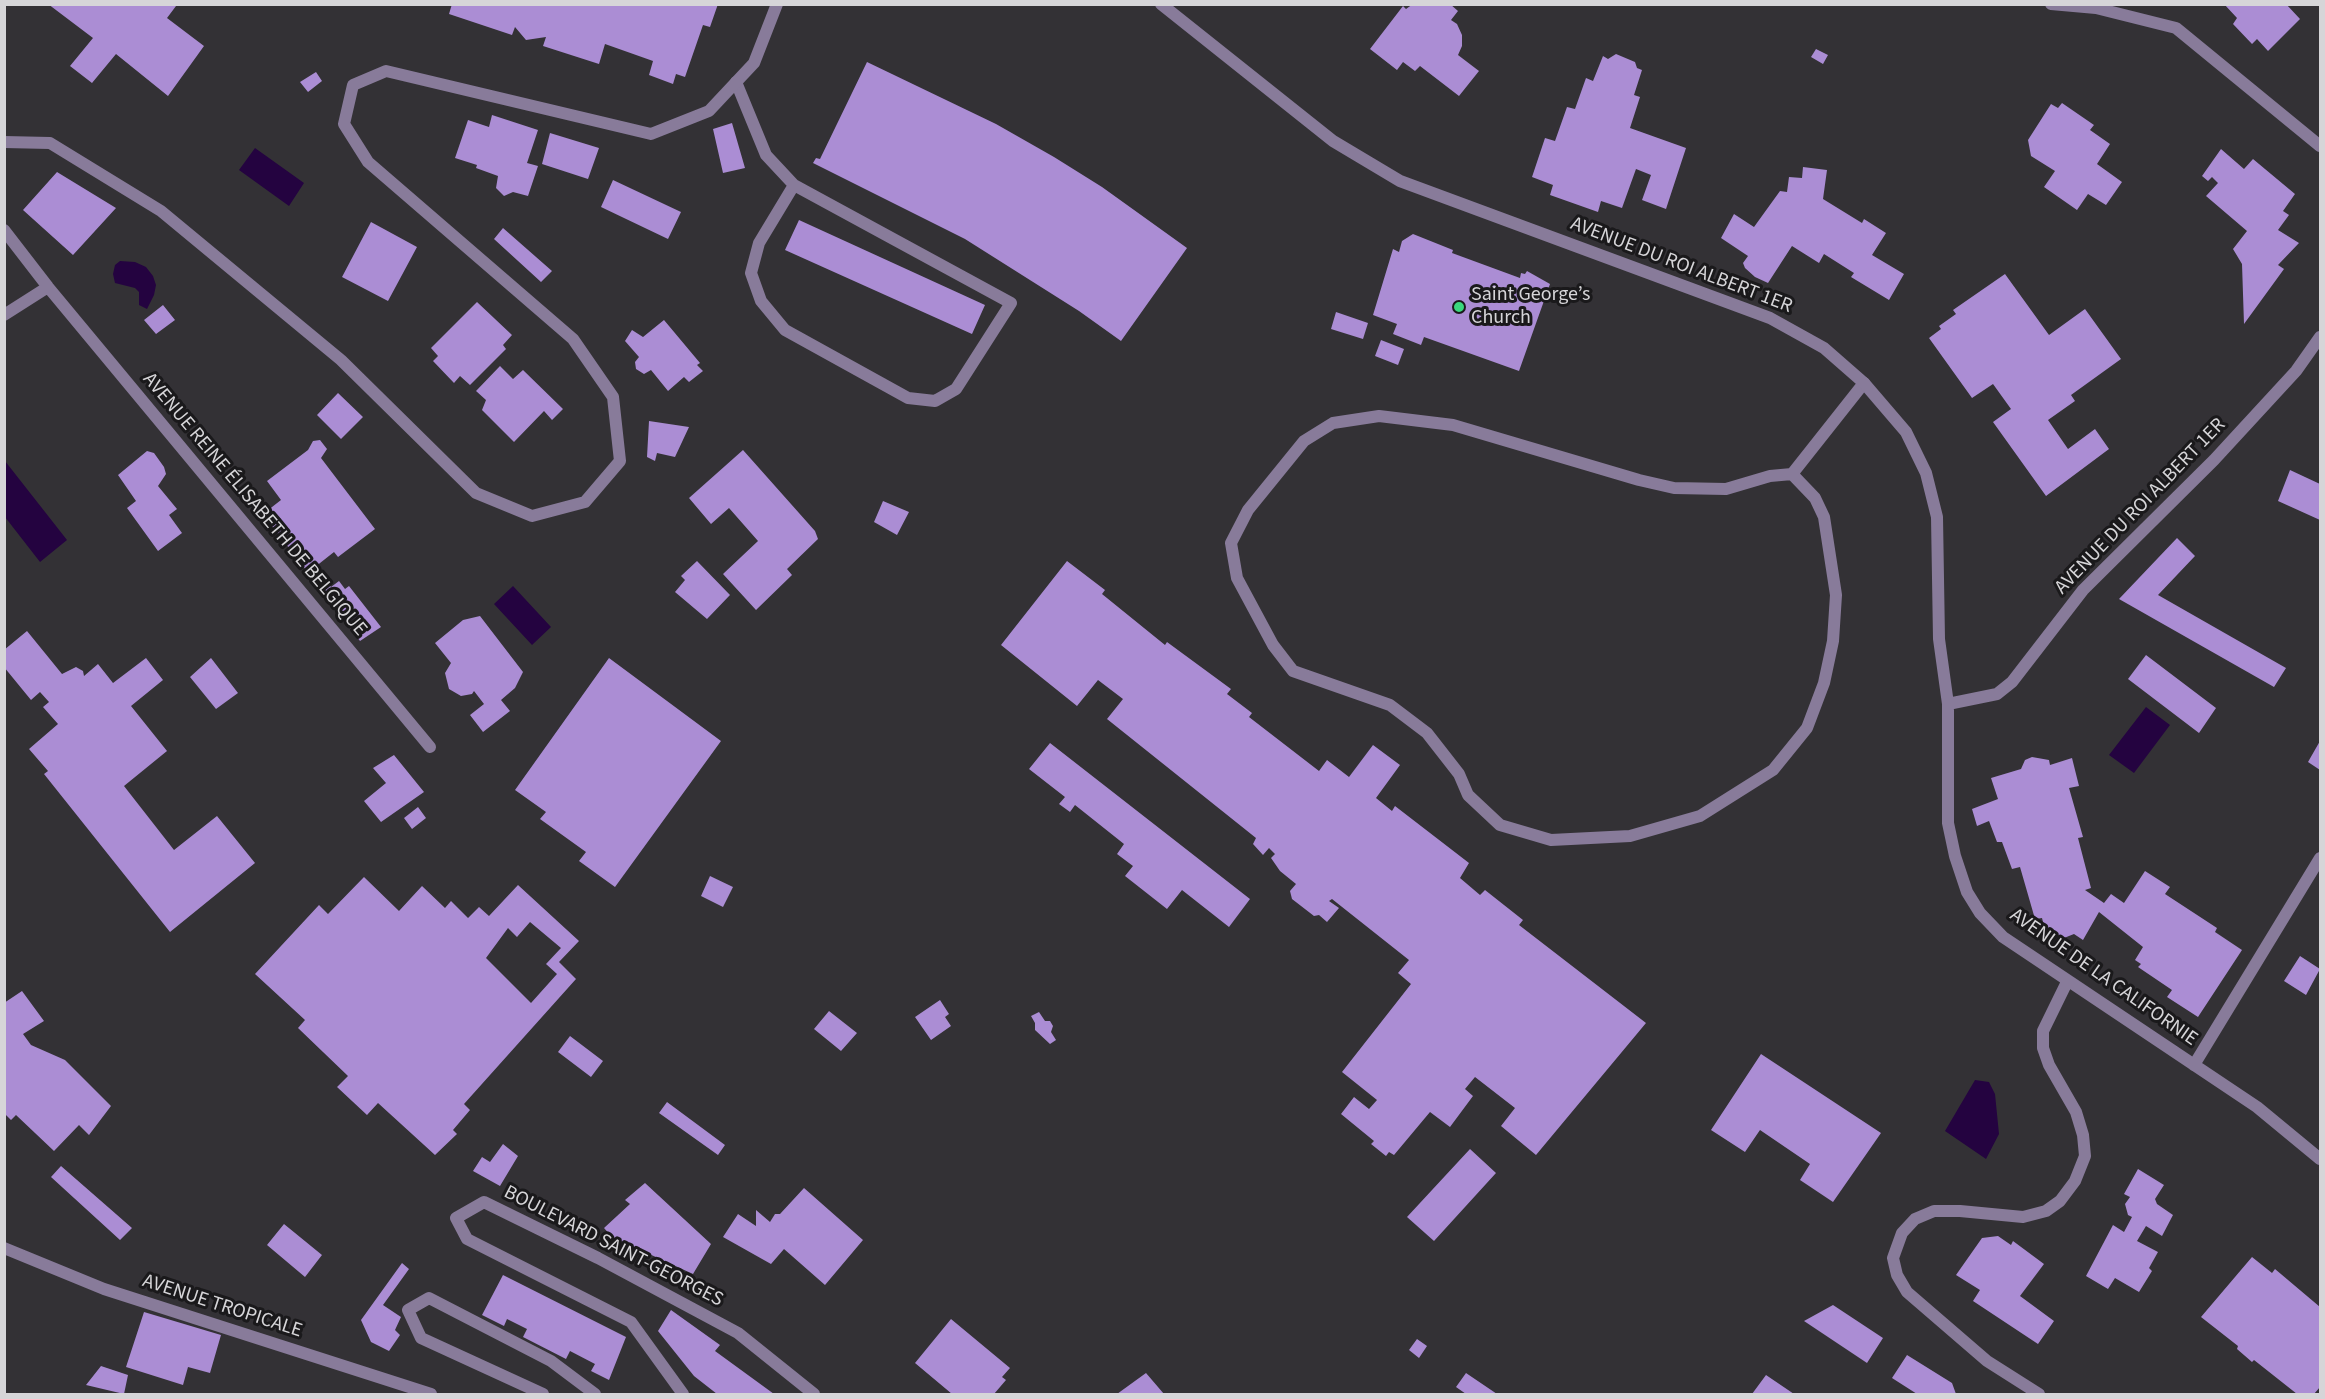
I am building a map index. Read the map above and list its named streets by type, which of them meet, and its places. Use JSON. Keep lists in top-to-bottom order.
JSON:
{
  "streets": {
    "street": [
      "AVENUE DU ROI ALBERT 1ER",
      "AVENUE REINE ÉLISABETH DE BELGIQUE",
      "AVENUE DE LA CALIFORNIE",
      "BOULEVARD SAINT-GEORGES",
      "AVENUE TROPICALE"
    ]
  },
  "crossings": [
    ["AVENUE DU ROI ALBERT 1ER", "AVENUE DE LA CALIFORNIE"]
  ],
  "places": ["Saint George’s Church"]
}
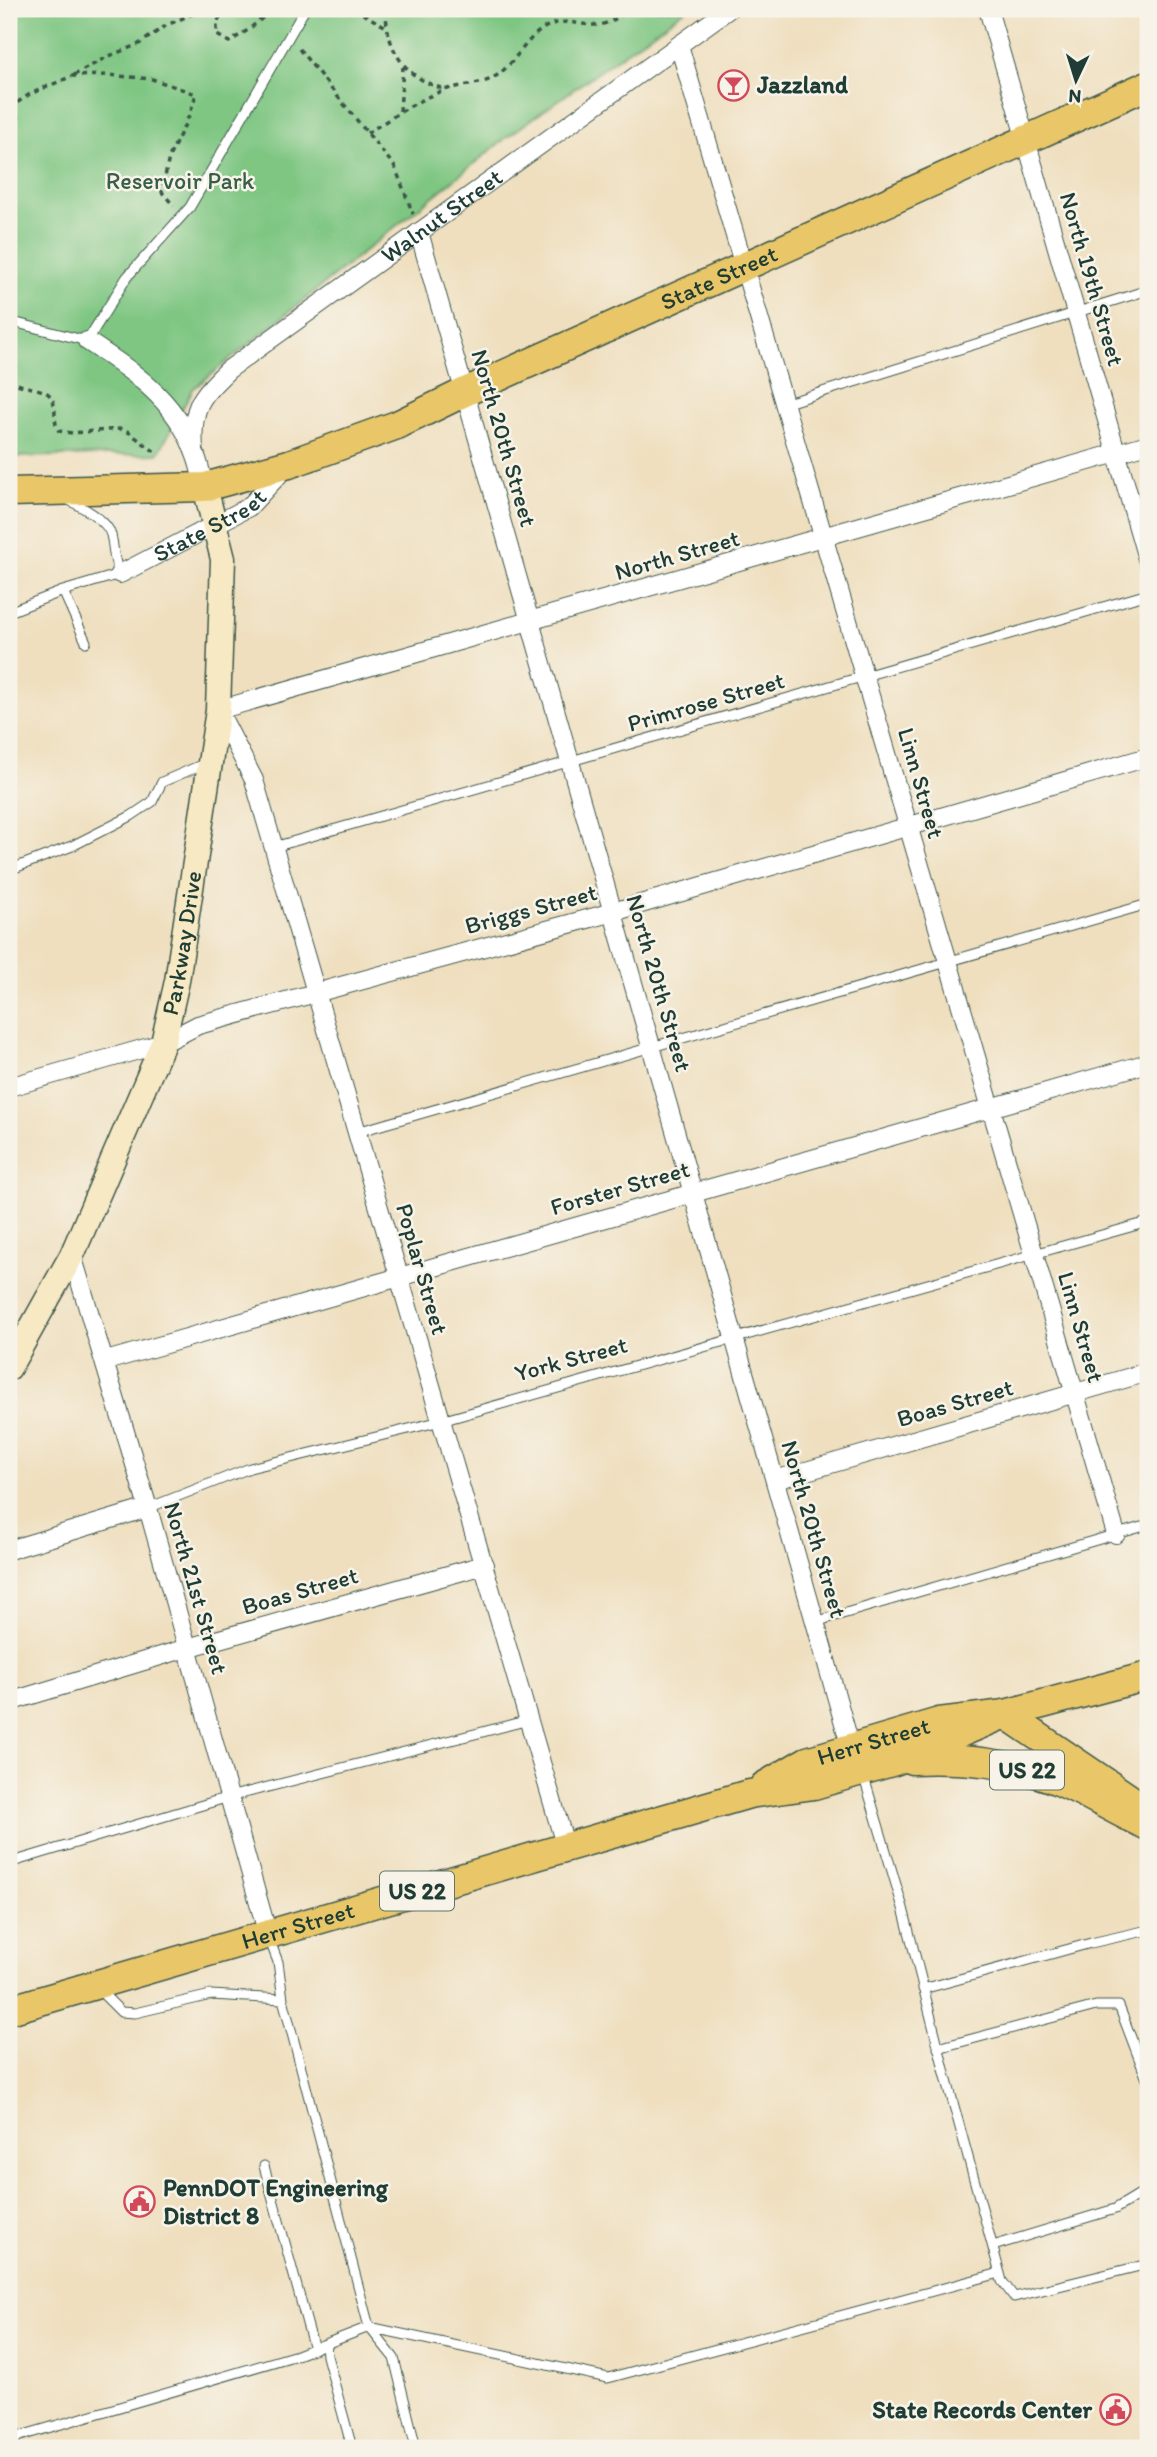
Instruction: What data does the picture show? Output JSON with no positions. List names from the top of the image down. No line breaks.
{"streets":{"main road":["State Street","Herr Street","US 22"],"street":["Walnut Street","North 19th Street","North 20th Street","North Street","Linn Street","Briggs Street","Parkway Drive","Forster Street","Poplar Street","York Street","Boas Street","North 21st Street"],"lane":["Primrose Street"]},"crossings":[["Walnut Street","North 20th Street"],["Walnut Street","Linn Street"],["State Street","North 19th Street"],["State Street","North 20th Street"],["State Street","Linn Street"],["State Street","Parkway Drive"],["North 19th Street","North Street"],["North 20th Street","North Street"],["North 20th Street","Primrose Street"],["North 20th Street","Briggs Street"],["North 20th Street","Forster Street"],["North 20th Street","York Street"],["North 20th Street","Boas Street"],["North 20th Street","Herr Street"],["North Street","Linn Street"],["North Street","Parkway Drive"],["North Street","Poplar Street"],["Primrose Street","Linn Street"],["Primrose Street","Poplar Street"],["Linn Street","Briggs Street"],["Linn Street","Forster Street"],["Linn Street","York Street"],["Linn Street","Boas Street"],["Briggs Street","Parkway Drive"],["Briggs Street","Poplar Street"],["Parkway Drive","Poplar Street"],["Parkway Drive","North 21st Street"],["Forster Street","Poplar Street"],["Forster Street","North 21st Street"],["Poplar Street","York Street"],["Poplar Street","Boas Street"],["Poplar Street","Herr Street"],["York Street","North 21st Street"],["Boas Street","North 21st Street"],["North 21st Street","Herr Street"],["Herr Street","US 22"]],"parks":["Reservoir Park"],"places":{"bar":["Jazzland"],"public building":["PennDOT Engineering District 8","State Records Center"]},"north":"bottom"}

Exercise requirements
The expected result is the data above in exact form, free of pictures.

Solution to this task
I am building a map index. Read the map above and list its named streets by type, which of them meet, and its places. Use JSON. Keep lists in top-to-bottom order.
JSON:
{
  "streets": {
    "street": [
      "AVENUE DU ROI ALBERT 1ER",
      "AVENUE REINE ÉLISABETH DE BELGIQUE",
      "AVENUE DE LA CALIFORNIE",
      "BOULEVARD SAINT-GEORGES",
      "AVENUE TROPICALE"
    ]
  },
  "crossings": [
    ["AVENUE DU ROI ALBERT 1ER", "AVENUE DE LA CALIFORNIE"]
  ],
  "places": ["Saint George’s Church"]
}
Instruction: What data does the picture show? Output JSON with no positions. List names from the top of the image down. No line breaks.
{"streets":{"main road":["State Street","Herr Street","US 22"],"street":["Walnut Street","North 19th Street","North 20th Street","North Street","Linn Street","Briggs Street","Parkway Drive","Forster Street","Poplar Street","York Street","Boas Street","North 21st Street"],"lane":["Primrose Street"]},"crossings":[["Walnut Street","North 20th Street"],["Walnut Street","Linn Street"],["State Street","North 19th Street"],["State Street","North 20th Street"],["State Street","Linn Street"],["State Street","Parkway Drive"],["North 19th Street","North Street"],["North 20th Street","North Street"],["North 20th Street","Primrose Street"],["North 20th Street","Briggs Street"],["North 20th Street","Forster Street"],["North 20th Street","York Street"],["North 20th Street","Boas Street"],["North 20th Street","Herr Street"],["North Street","Linn Street"],["North Street","Parkway Drive"],["North Street","Poplar Street"],["Primrose Street","Linn Street"],["Primrose Street","Poplar Street"],["Linn Street","Briggs Street"],["Linn Street","Forster Street"],["Linn Street","York Street"],["Linn Street","Boas Street"],["Briggs Street","Parkway Drive"],["Briggs Street","Poplar Street"],["Parkway Drive","Poplar Street"],["Parkway Drive","North 21st Street"],["Forster Street","Poplar Street"],["Forster Street","North 21st Street"],["Poplar Street","York Street"],["Poplar Street","Boas Street"],["Poplar Street","Herr Street"],["York Street","North 21st Street"],["Boas Street","North 21st Street"],["North 21st Street","Herr Street"],["Herr Street","US 22"]],"parks":["Reservoir Park"],"places":{"bar":["Jazzland"],"public building":["PennDOT Engineering District 8","State Records Center"]},"north":"bottom"}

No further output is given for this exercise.